The person managing the task gets free rein. You’re feeding the baby, you decide about the light. He’s cooking dinner, you don’t comment (unless he’s about to add an unsafe food). No backseat parenting.

Edited

100% agree with this.

Ellepff · 10/03/2025 21:53

Within reason, the person doing it gets to do it their way. But until a year I was primary parent and nursing and got more say. Usually for safety we go with the more conservative, but sometimes it is out of my sight (like he lets them use tools in the garage and I let them help cut with knives and stir pots on the stove). We accept neither is wrong usually, just have different approaches

AllProperTeaIsTheft · 10/03/2025 21:55

Zeitumschaltung · 10/03/2025 20:48

The person managing the task gets free rein. You’re feeding the baby, you decide about the light. He’s cooking dinner, you don’t comment (unless he’s about to add an unsafe food). No backseat parenting.

Edited

This. But also, if your relationship is 'on the floor' and there's nothing left between you, no wonder you're arguing.

AliasGrape · 10/03/2025 22:20

I’m slightly embarrassed to admit this now but when DD was a baby we did things my way and that was that. DH seemed happy enough to go along with it - I’d done all the research, I did the bulk of the care in that first year (because mat leave) and it worked for us.

I know now thats textbook what everyone warns you against because it’s supposed to mean you stay default parent forever and your partner never steps up. But honestly it’s not really been like that for us, DD is currently 4 and DH is probably a slightly better parent than me during this phase!

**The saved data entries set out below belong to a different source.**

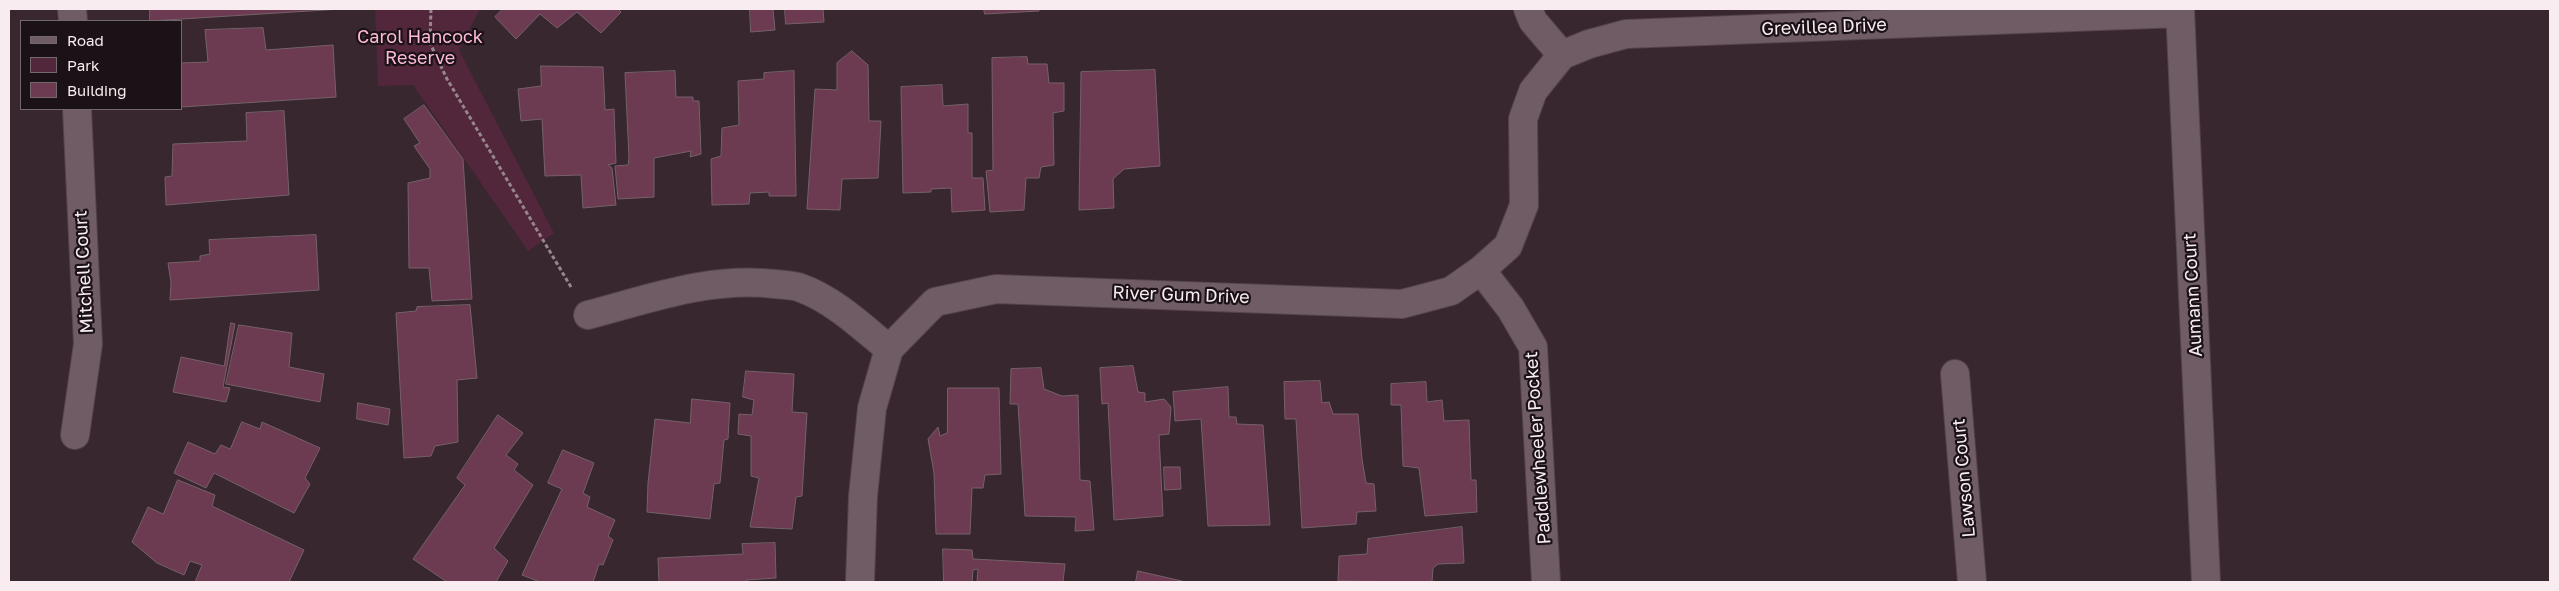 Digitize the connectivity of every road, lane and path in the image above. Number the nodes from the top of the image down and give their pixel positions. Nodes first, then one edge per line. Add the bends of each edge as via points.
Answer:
1 (431, 9) edge
2 (1528, 9) edge
3 (2180, 11) edge
4 (1562, 55) junction
5 (77, 110) edge
6 (1481, 270) junction
7 (588, 314) joint
8 (889, 349) junction
9 (1956, 374) dead end
10 (75, 435) dead end
11 (860, 582) edge
12 (1546, 582) edge
13 (1972, 582) edge
14 (2206, 582) edge

1 - 7 path via 430,43 447,79
2 - 4 street via 1533,20
3 - 4 street, Grevillea Drive via 1626,34
3 - 14 street, Aumann Court
4 - 6 street, River Gum Drive via 1532,91 1523,119 1524,205 1508,246
5 - 10 street, Mitchell Court via 88,344
6 - 8 street, River Gum Drive via 1451,291 1402,304 996,289 935,302
6 - 12 street, Paddlewheeler Pocket via 1511,309 1533,347
7 - 8 street via 724,282 756,282 800,288 835,306
8 - 11 street, River Gum Drive via 872,408 863,496
9 - 13 street, Lawson Court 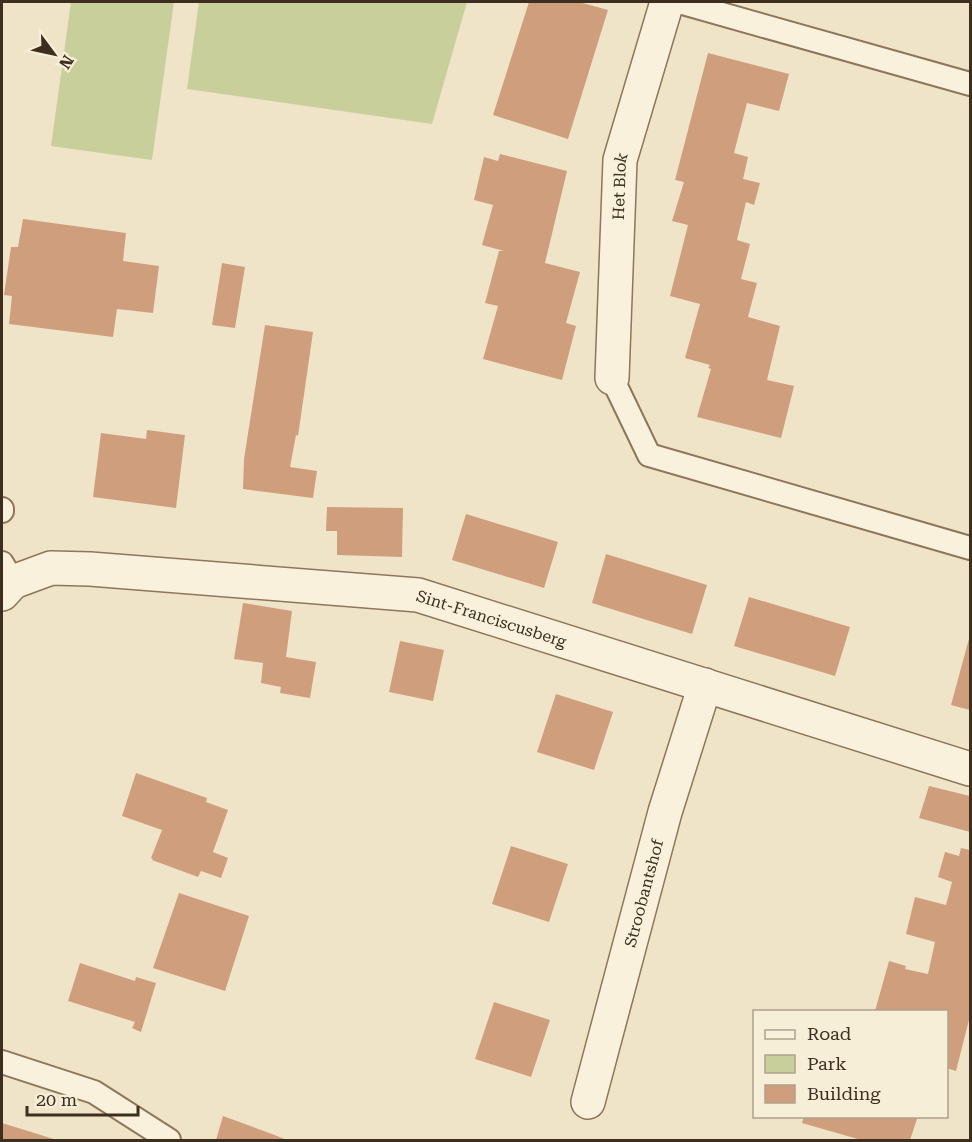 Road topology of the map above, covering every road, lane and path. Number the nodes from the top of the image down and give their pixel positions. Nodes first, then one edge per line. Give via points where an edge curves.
1 (667, 2) edge
2 (679, 2) edge
3 (970, 84) edge
4 (612, 378) joint
5 (970, 548) edge
6 (5, 580) edge
7 (705, 685) junction
8 (970, 769) edge
9 (2, 1062) edge
10 (588, 1102) dead end
11 (169, 1140) edge

1 - 4 street, Het Blok via 620,160
2 - 3 lane
4 - 5 lane via 649,454
6 - 7 street, Sint-Franciscusberg via 51,568 90,568 418,595
7 - 8 street, Sint-Franciscusberg
7 - 10 street, Stroobantshof via 665,812
9 - 11 lane via 94,1092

I too might have said the same as you when DD was 6 months, or at various points throughout our parenting journey - that there’s nothing left between DH and I and having a baby exploded a bomb in our relationship. But 4 years on we’re actually grand, happy and love each other and probably still gently bicker over some of the stupid daft stuff when we’re exhausted but we really do feel on the same side again as it should be. I’d say (unless of course there’s abuse or anything really insurmountable) just to hold on if you can - try to remember what you love about the other and hold on to the fact that this will get easier. Don’t make any big decisions about the future of the relationship just yet!